Born On The Fourth Of July (1989)
An important reminder that "freedom isn't free." In one of his best roles ever, Tom Cruise stars as real-life Vietnam vet Ron Kovic, who came home from the war in a wheelchair to find his beloved country changed in ways he wasn't prepared to cope with.
Science, religion, education, and the right to free thinking are all at stake in this classic Spencer Tracy movie, which is as relevant as ever. Based on the actual 1925 Scopes "Monkey Trial" case, the tense courtroom drama pits an evangelical prosecutor against an atheistic defense attorney to determine the fate of a high-school science teacher jailed for the crime of teaching evolution. (In a surprise bit of casting, Gene Kelly turns in a stellar performance as a sardonic newspaper reporter.)
All The President’s Men (1976)
Our current administration may consider the media the "enemy of the people," but freedom of the press has always been one of our country's most important rights.
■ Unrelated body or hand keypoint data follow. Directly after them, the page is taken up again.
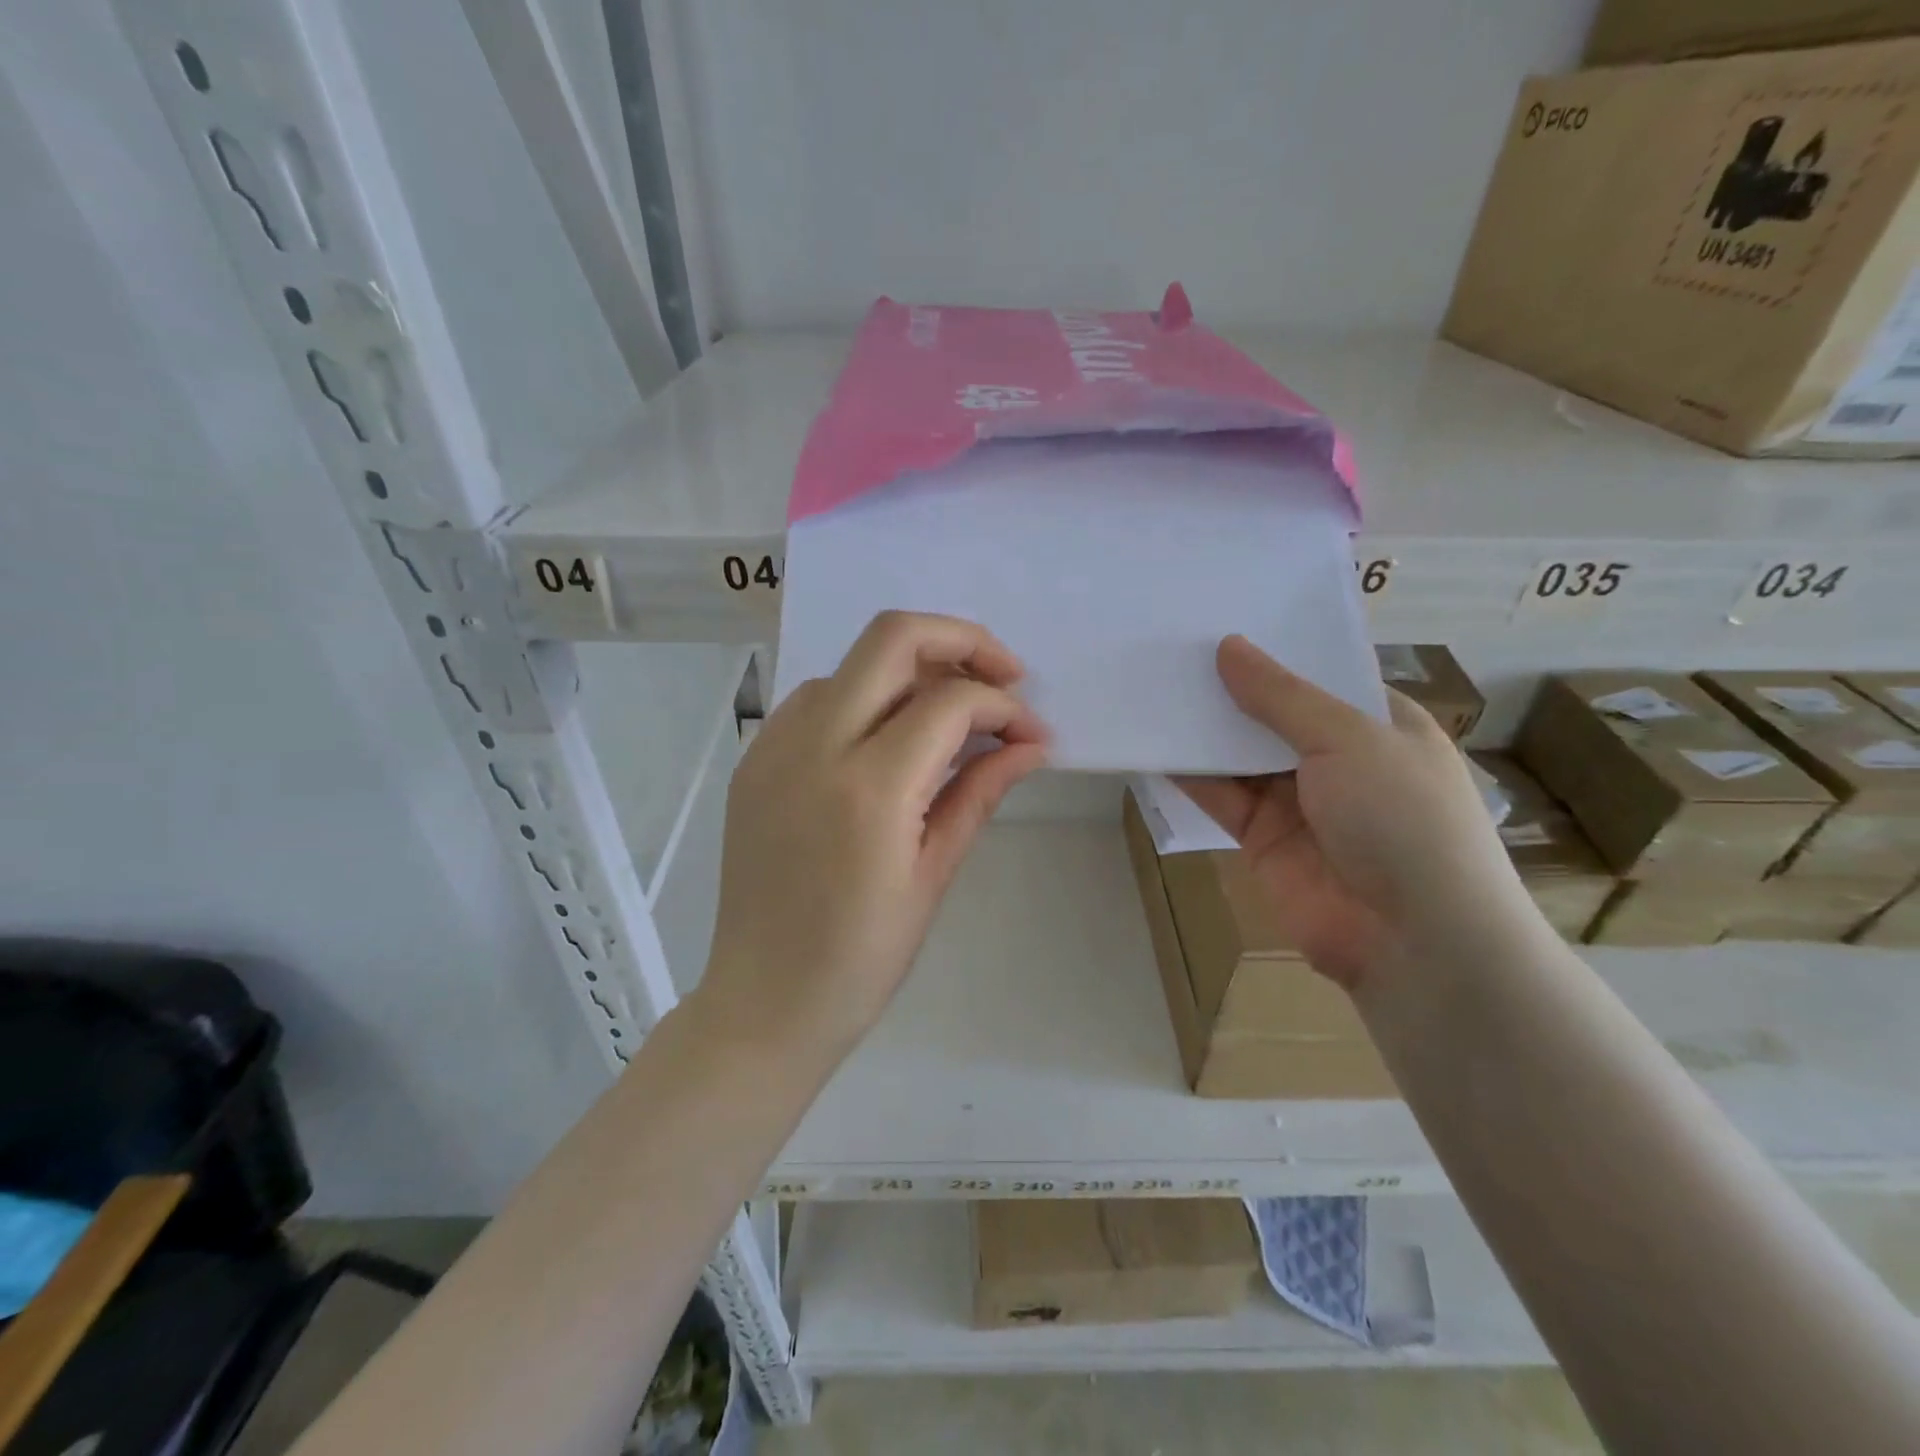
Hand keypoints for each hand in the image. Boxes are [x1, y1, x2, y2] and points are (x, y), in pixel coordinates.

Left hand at [699, 612, 1048, 1060]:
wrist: (764, 1000)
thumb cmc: (862, 958)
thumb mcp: (934, 875)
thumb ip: (980, 792)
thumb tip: (1031, 745)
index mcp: (869, 787)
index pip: (951, 701)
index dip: (1004, 707)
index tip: (1032, 735)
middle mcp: (814, 746)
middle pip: (893, 636)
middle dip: (962, 641)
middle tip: (1003, 678)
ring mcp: (774, 747)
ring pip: (853, 664)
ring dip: (911, 671)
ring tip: (950, 717)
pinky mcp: (755, 759)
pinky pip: (816, 698)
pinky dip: (864, 698)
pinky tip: (888, 740)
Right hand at [1175, 636, 1536, 989]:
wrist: (1412, 939)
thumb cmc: (1403, 818)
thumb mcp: (1348, 739)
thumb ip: (1281, 697)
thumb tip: (1228, 647)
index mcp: (1377, 725)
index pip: (1319, 675)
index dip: (1273, 651)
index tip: (1220, 621)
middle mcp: (1337, 759)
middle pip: (1272, 714)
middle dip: (1228, 687)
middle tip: (1172, 647)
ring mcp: (1298, 801)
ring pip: (1239, 755)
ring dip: (1203, 729)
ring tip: (1154, 685)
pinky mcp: (1262, 839)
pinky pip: (1220, 796)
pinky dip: (1190, 774)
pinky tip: (1154, 743)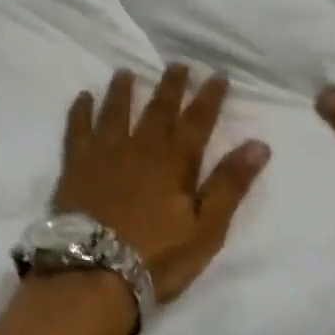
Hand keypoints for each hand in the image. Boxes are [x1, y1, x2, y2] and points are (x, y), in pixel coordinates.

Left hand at [54, 65, 271, 304]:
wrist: (96, 269)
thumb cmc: (158, 255)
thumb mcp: (207, 227)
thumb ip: (230, 184)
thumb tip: (258, 144)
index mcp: (175, 161)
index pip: (198, 120)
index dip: (209, 97)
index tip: (218, 75)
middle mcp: (140, 146)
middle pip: (158, 108)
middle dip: (171, 85)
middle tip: (178, 64)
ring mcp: (104, 152)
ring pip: (116, 110)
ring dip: (123, 90)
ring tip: (126, 72)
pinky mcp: (76, 163)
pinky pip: (77, 128)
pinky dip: (81, 110)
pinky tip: (83, 96)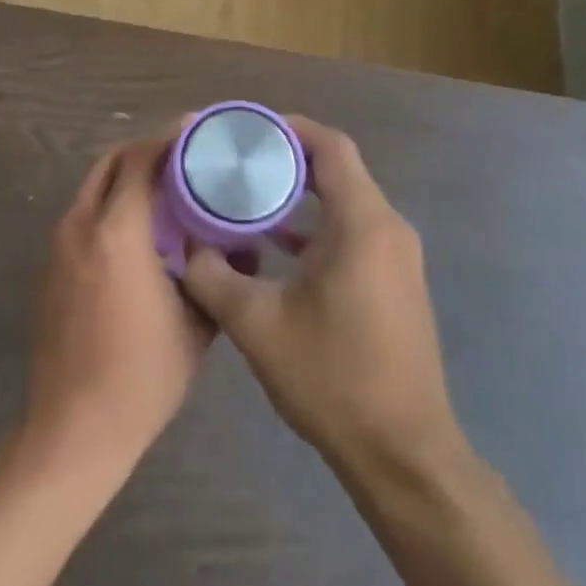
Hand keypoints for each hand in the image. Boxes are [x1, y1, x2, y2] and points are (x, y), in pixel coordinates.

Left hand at [27, 136, 213, 475]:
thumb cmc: (142, 376)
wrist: (74, 426)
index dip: (168, 138)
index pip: (140, 160)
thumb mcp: (195, 324)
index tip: (196, 129)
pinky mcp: (51, 266)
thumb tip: (241, 249)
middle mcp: (81, 225)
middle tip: (183, 156)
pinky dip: (110, 205)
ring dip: (126, 178)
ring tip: (166, 190)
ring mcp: (59, 245)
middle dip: (145, 151)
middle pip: (111, 163)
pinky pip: (83, 216)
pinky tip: (139, 230)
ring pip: (93, 188)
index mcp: (116, 231)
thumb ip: (215, 275)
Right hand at [181, 118, 463, 475]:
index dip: (287, 129)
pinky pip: (352, 231)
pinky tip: (274, 246)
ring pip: (344, 201)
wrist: (404, 456)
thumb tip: (181, 245)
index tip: (244, 132)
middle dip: (284, 160)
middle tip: (235, 161)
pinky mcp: (394, 282)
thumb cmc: (333, 379)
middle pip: (336, 169)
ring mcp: (397, 258)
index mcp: (363, 224)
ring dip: (298, 195)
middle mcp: (388, 229)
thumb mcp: (255, 323)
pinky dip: (314, 226)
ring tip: (245, 196)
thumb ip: (210, 274)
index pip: (330, 146)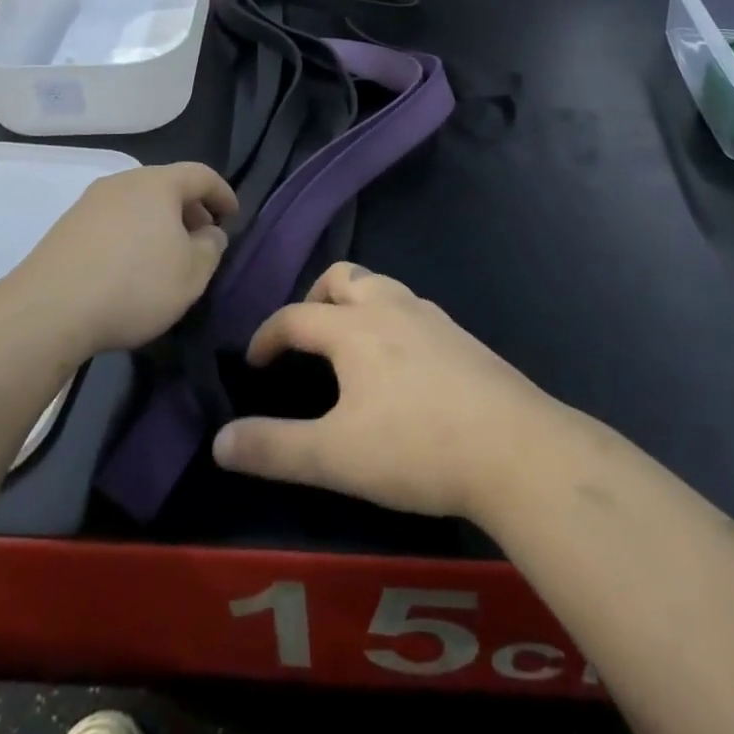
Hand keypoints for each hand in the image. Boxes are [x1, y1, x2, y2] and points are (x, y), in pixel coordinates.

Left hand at [13, 162, 236, 360]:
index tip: (233, 215)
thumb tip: (209, 233)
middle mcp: (123, 182)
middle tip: (203, 237)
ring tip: (167, 255)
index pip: (201, 175)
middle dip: (190, 208)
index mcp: (158, 183)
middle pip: (166, 185)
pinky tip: (130, 267)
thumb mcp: (192, 274)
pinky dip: (132, 234)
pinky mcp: (66, 227)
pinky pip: (113, 221)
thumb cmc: (134, 285)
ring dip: (159, 222)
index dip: (222, 193)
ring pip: (137, 203)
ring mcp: (90, 202)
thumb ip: (211, 248)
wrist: (48, 310)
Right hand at [211, 262, 553, 518]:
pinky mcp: (462, 337)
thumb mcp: (335, 457)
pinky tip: (401, 365)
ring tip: (350, 345)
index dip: (267, 335)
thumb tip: (219, 441)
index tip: (254, 361)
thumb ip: (274, 448)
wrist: (515, 449)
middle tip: (306, 336)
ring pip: (383, 287)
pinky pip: (413, 310)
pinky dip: (392, 321)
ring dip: (357, 304)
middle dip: (316, 298)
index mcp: (354, 327)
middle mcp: (391, 307)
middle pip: (344, 277)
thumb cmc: (416, 447)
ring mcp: (432, 318)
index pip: (295, 317)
It was that freedom that allowed
Washington Post reporters Bob Woodward and Carl Bernstein to investigate the Watergate break-in of 1972 - which set into motion the historic events that led a disgraced President Nixon to resign. The movie dramatization, starring Robert Redford and Dustin Hoffman, is still a thriller.
If you're a
Hamilton fan, this musical about the drafting of the Declaration of Independence should be in your film library. Based on a hit Broadway show, 1776 pits Founding Fathers like John Adams and Benjamin Franklin, determined to establish a free country, against fellow Congressmen who feared that independence might mean economic disaster for them. It also includes a poignant song, "Momma, Look Sharp," sung by a teenage soldier who watched his best friend fall in battle.
Mr. Smith Goes To Washington (1939)
No movie list celebrating American democracy would be complete without Frank Capra's timeless film about an idealistic new senator fighting against all odds to expose a graft operation. The movie becomes even more significant when you consider that when it was released nearly 80 years ago (!), it was considered so controversial that the real-life
Congress protested it as being un-American, according to Breakpoint.
This award-winning film is a stirring tribute to our cherished freedom of speech. In '30s New York City, Orson Welles' Federal Theatre Project drama company rehearses a pro-union musical in the face of government anti-socialism paranoia. Under pressure from the feds, the WPA cuts off funding for the show and forbids the union actors to perform in it. The clever way in which the company flouts the ban and puts on the show anyway will have you cheering along with the audience.